Debra Li
debra_lidan@163.com
WHILE many readers today choose to buy books online or curl up in a sofa with their Kindle, Artron, a Shenzhen-based cultural firm, is trying to lure art lovers back into a real bookstore.
The 8,000-square-meter bookstore, housed in the six-story Artron Art Center on Shenyun Road, Nanshan District, is adding the final touches to its interior decor for an opening in March of next year. The biggest art bookstore in China, it will be home to 50,000 copies of art-themed books by 1,800 publishers from around the world.
Inside the bookstore, a 30-meter-tall, 50-meter-long “Artron Wall,” a huge shelf of art books extending up a few floors, will greet readers. The bookstore will also feature a public reading space and study rooms for VIP guests. The four studies will feature avant-garde, simplistic, fashionable and classic Chinese styles.
Readers will be able to search for the books they want by using a smartphone app, and then a staff member will help them locate it in the store. A team of professionals, all art major graduates and students, will serve as “tour guides” to help readers find the books they want.
“We hope to perfectly combine a traditional bookstore and modern information technology,” said Wan Jie, chairperson of Artron group. “The bookstore will be an art center where the general public can learn about, appreciate and buy art-related products. We hope to serve as a bridge between artists and the public.”
“At our bookstore, people can easily find what they want via our database and then read the books in a comfortable environment.”
Professionalism will be the key to attracting art lovers, he said.
Unlike many other bookstores that often arrange art-themed books under general categories of fine arts, architecture, photography, etc., the Artron bookstore will further categorize books for the convenience of professional readers. For example, under the category of photography, readers can easily find books specializing in architecture photography, landscape photography, photography in advertising and people and portrait photography.
Besides books in print, the bookstore will also provide photocopy versions of precious antique books and regularly hold free art exhibitions and lectures.
“We are also considering setting up an in-house exhibition of replicate art works from the Forbidden City, with whom we have a long-term cooperation,” Wan said.

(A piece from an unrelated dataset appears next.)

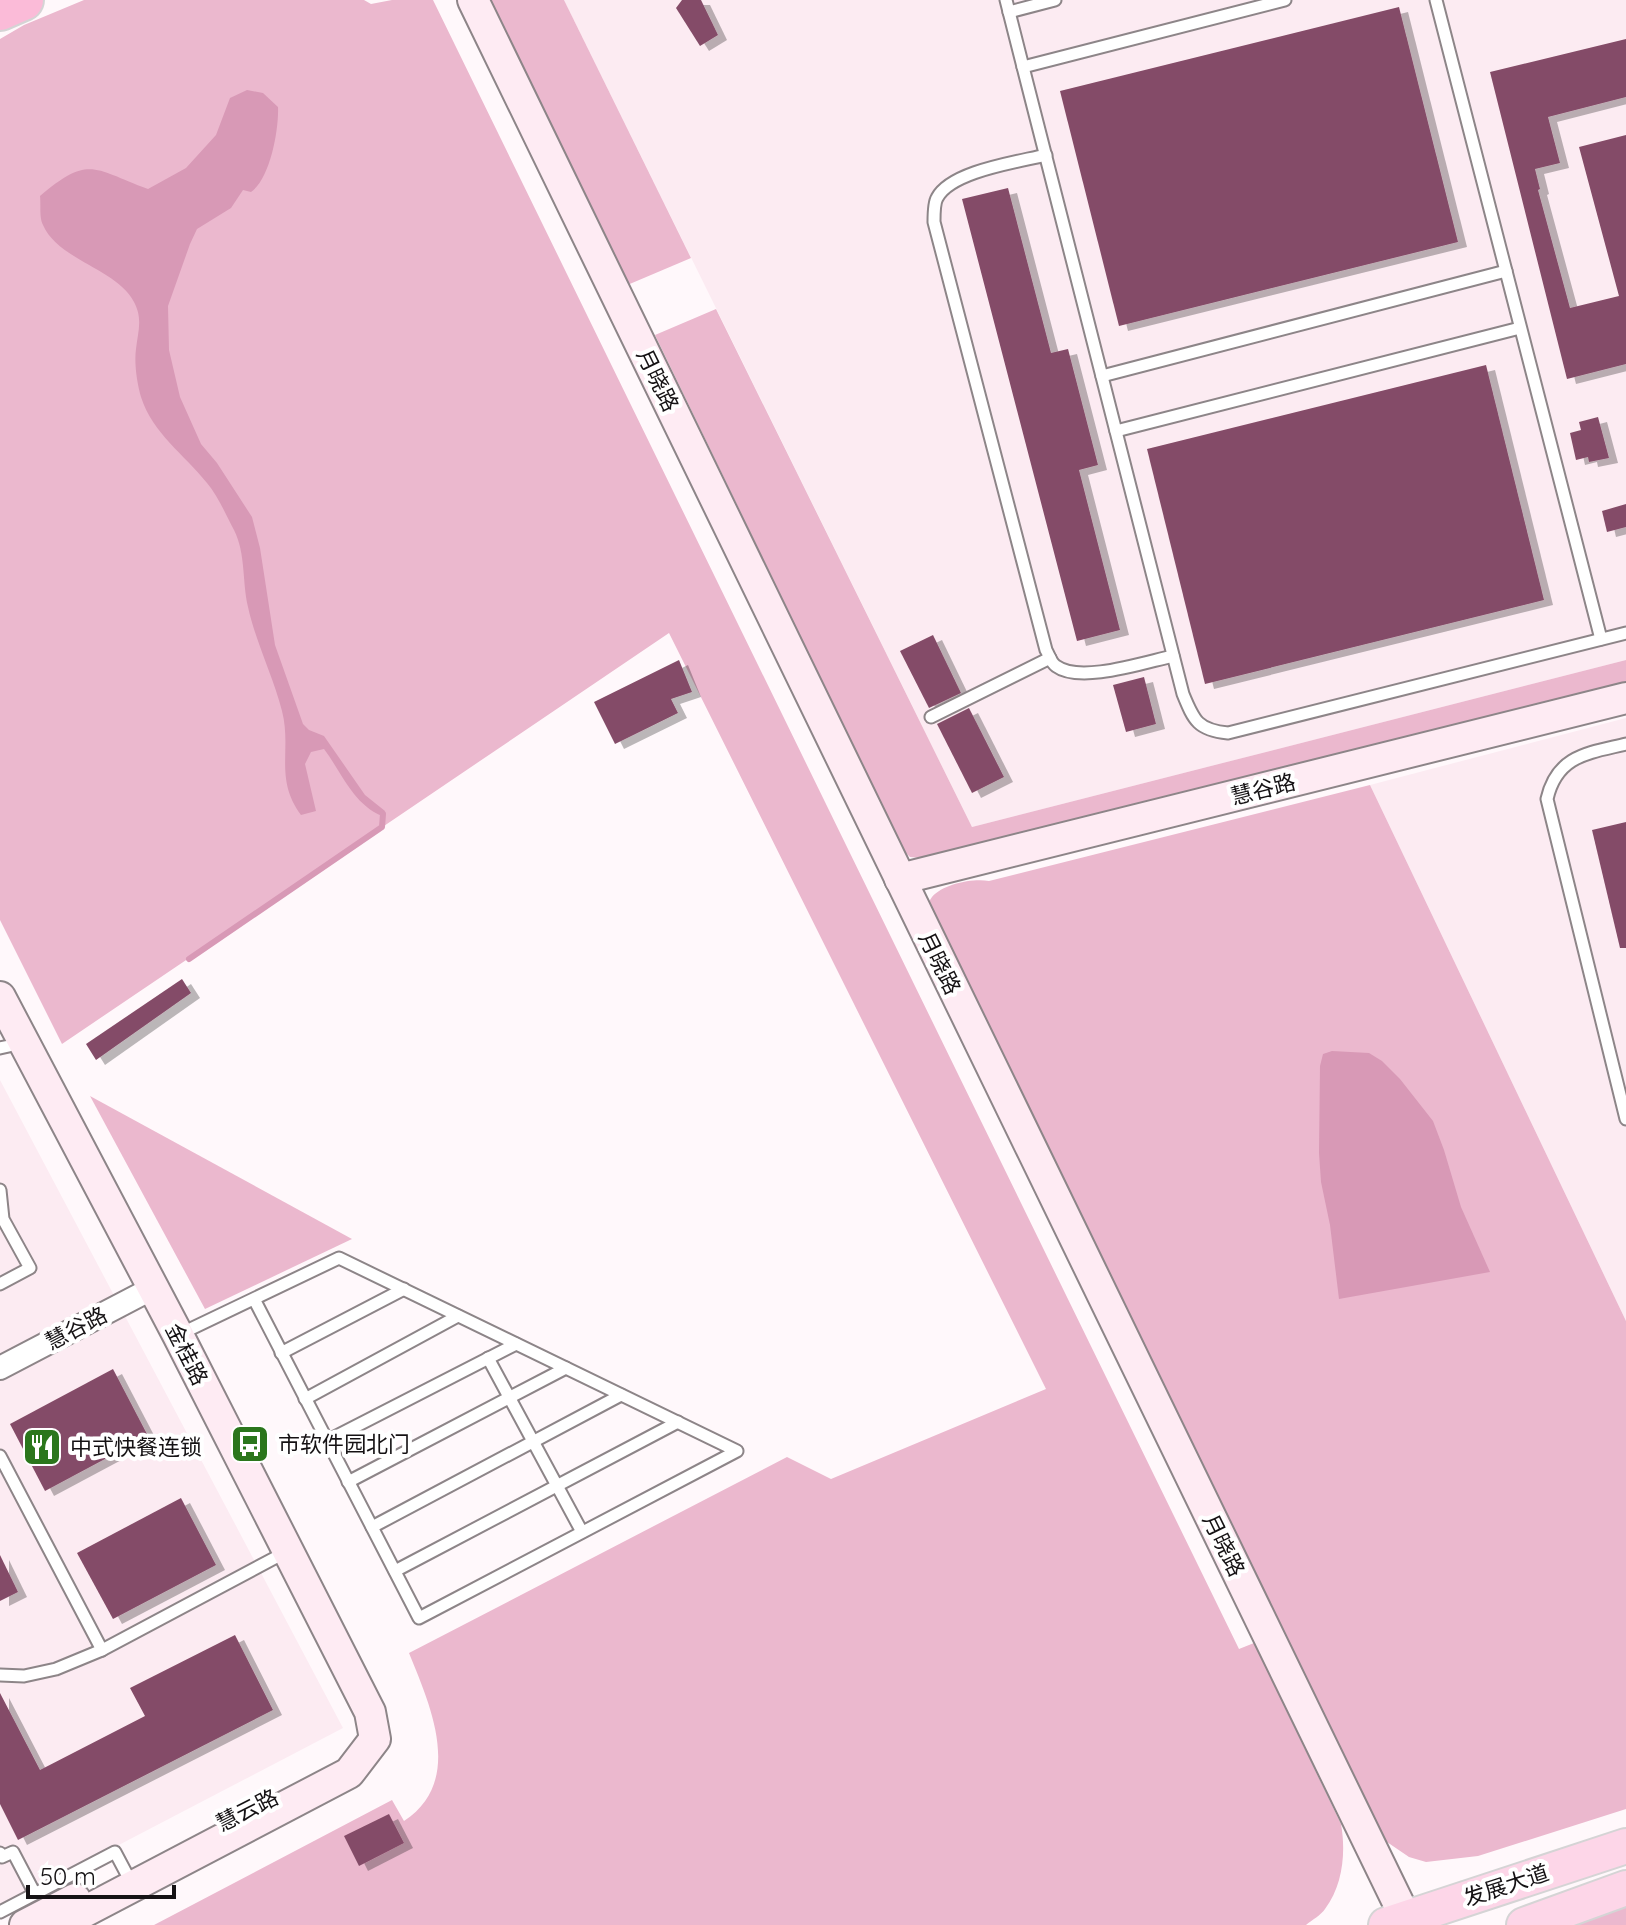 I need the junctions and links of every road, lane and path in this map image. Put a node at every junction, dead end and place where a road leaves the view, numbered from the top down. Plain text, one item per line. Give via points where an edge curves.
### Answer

The first Artron art-themed bookstore opened in the Guangdong Museum of Art in Ershadao, Guangzhou in August 2012.
Artron, a leader in art printing and China’s biggest online art information platform, does not worry about whether bookstores are profitable.
“Sometimes you cannot separate public benefits from business,” Wan said. “For us, our business will only prosper if more and more people learn to appreciate art and embrace it.”